Anthony’s Arrest and Trial
On Nov. 14, U.S. Commissioner William Storrs issued a warrant for the arrest of Anthony and the 14 other women for voting “without having a lawful right to vote,” a violation of Section 19 the Enforcement Act of 1870. The three election inspectors would also be arrested.
Four days later, a deputy marshal visited Anthony’s home and asked that she turn herself in to Storrs’ office. However, she demanded that she be “arrested properly,” forcing the deputy to handcuff her and take her to Storrs. In January 1873, a grand jury indicted Anthony.
Out on bail, Anthony toured through towns around Rochester, giving speeches on women’s rights. “It was we, the people; not we, the white male citizens; nor yet we, the male citizens; but we, the whole people, who formed the Union,” she proclaimed. “And it is a downright mockery to talk to women of their enjoyment of the blessings of liberty while they are denied the use of the only means of securing them provided by this democratic-republican government—the ballot.”
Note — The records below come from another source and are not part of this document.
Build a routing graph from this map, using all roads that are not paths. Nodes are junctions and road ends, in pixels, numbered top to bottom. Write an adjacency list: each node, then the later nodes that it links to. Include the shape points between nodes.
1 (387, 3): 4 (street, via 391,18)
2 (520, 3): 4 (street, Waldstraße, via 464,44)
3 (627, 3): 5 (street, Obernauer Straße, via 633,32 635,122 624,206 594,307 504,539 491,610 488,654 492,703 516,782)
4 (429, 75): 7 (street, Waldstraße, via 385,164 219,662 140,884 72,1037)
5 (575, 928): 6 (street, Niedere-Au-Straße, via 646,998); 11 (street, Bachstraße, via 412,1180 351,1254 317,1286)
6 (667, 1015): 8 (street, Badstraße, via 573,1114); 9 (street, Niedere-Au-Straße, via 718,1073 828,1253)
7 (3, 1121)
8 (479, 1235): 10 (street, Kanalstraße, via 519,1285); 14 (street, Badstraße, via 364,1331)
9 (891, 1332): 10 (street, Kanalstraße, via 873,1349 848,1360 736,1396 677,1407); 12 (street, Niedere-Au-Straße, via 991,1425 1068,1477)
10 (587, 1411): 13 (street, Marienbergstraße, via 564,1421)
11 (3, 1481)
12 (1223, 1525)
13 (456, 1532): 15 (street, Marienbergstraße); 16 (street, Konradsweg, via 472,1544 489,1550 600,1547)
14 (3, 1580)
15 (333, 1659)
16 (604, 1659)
At trial in June, Anthony’s attorney argued that she did not violate the Enforcement Act, which specifies that a person cannot “knowingly” vote illegally, because she believed that she had the right to vote. He also used the trial to espouse the beliefs of the women’s suffrage movement.
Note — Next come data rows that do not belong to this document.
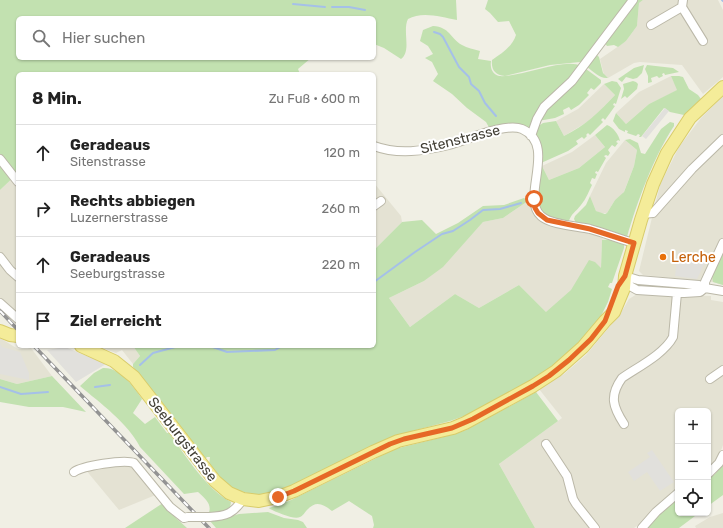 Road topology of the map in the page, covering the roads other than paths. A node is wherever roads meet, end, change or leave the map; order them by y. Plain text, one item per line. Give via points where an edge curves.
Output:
1 (633, 0) edge
2 (682, 3) edge
3 (651, 26) dead end
4 (703, 41) dead end
5 (723, 87) edge
6 (531, 136) junction
7 (723, 139) edge
8 (376, 146) edge
9 (0, 159) edge
10 (16, 179) edge
11 (381, 201) dead end
12 (376, 205) edge
13 (642, 214) junction
14 (634, 243) junction
15 (723, 243) edge
16 (0, 257) edge
17 (16, 275) edge
18 (625, 276) junction
19 (705, 288) junction
20 (637, 290) junction
21 (723, 290) edge
22 (677, 293) junction
23 (619, 302) junction
24 (0, 303) edge
25 (16, 317) edge
26 (605, 321) junction
27 (0, 331) edge
28 (16, 336) edge
29 (85, 348) edge
30 (723, 370) edge
31 (710, 379) dead end
32 (624, 424) dead end
33 (546, 444) dead end
34 (723, 455) edge
35 (711, 471) edge
36 (74, 472) dead end
37 (675, 496) edge
38 (244, 499) junction
39 (595, 528) edge
40 (642, 528) edge

1 - 6 street via 572,81 544,107
2 - 3 street
2 - 4 street
5 - 13 main road via 690,118 671,145
6 - 8 street, Sitenstrasse via 511,127 448,145 420,150 394,151
6 - 14 street via 538,155 534,199 535,208 540,215 551,221 590,229
7 - 13 street via 652,213
9 - 10 street
11 - 12 street
13 - 14 main road
14 - 18 main road
15 - 19 street via 714,259
16 - 17 street
18 - 19 street via 638,280 699,285
18 - 20 street via 630,286
18 - 23 main road, Seeburgstrasse
18 - 26 main road via 618,286
19 - 21 street
19 - 22 street via 695,293
20 - 22 street
20 - 23 street
22 - 32 street via 673,337 670,342 617,384 614,408
23 - 26 main road, Seeburgstrasse
24 - 25 street
26 - 38 main road, Seeburgstrasse via 556,371 473,419 452,428 390,444 278,497 259,501
27 - 28 main road
29 - 38 main road, Seeburgstrasse via 114,361 134,377 215,481 229,493
30 - 31 street
33 - 39 street via 567,476 573,499
34 - 35 street
36 - 38 street, bridge via 123,461 134,463 170,507 184,518 228,515
37 - 40 street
Backed by recent Supreme Court cases that restricted the definitions of citizenship under the 14th Amendment, Judge Ward Hunt ruled that the amendment did not guarantee women the right to vote. He also found that Anthony was aware that she could not legally vote, and decided to issue her a fine for $100 plus the costs of the prosecution. Anthony refused, and authorities made little effort to ever collect the fine.
In a separate trial, the election inspectors were also issued fines, which they refused to pay. They were arrested and detained for a month until President Grant issued pardons.
A year after Anthony’s trial, the Supreme Court ruled in Minor v. Happersett that states were not required to allow women the right to vote. Having lost two major court decisions, the women’s suffrage movement soon abandoned its strategy to attain the vote through the court system and began focusing on a campaign for a constitutional amendment.
Historical Context: Women’s Suffrage Movement
The suffrage movement grew out of the abolitionist and temperance movements of the mid-19th century, as women involved in those efforts became politically active. In 1848, about 250 suffragists including Elizabeth Cady Stanton and Lucretia Mott gathered for the historic Seneca Falls women’s rights conference in New York.
In the post-Civil War period, when men gained the right to vote with the 15th Amendment, several prominent suffrage organizations were created, including Stanton and Anthony’s National Woman Suffrage Association and Lucy Stone’s American Woman Suffrage Association, which were later combined to form the National American Woman Suffrage Association.
An amendment to the constitution guaranteeing women the right to vote was introduced to Congress in 1878, but it wouldn’t be passed for another 41 years. In 1890, Wyoming became the first state to give women the right to vote, and nine other states had followed by 1912.
By 1916, the Democratic and Republican parties both endorsed the enfranchisement of women. The tide took a decisive turn in favor of women when New York adopted women’s suffrage in 1917 and President Woodrow Wilson announced his support of the amendment in 1918.
The 19th Amendment, which stated, “The right of citizens of the United States to vote shall not be denied or abridged by the United States or by any State on account of sex,” was ratified on Aug. 18, 1920.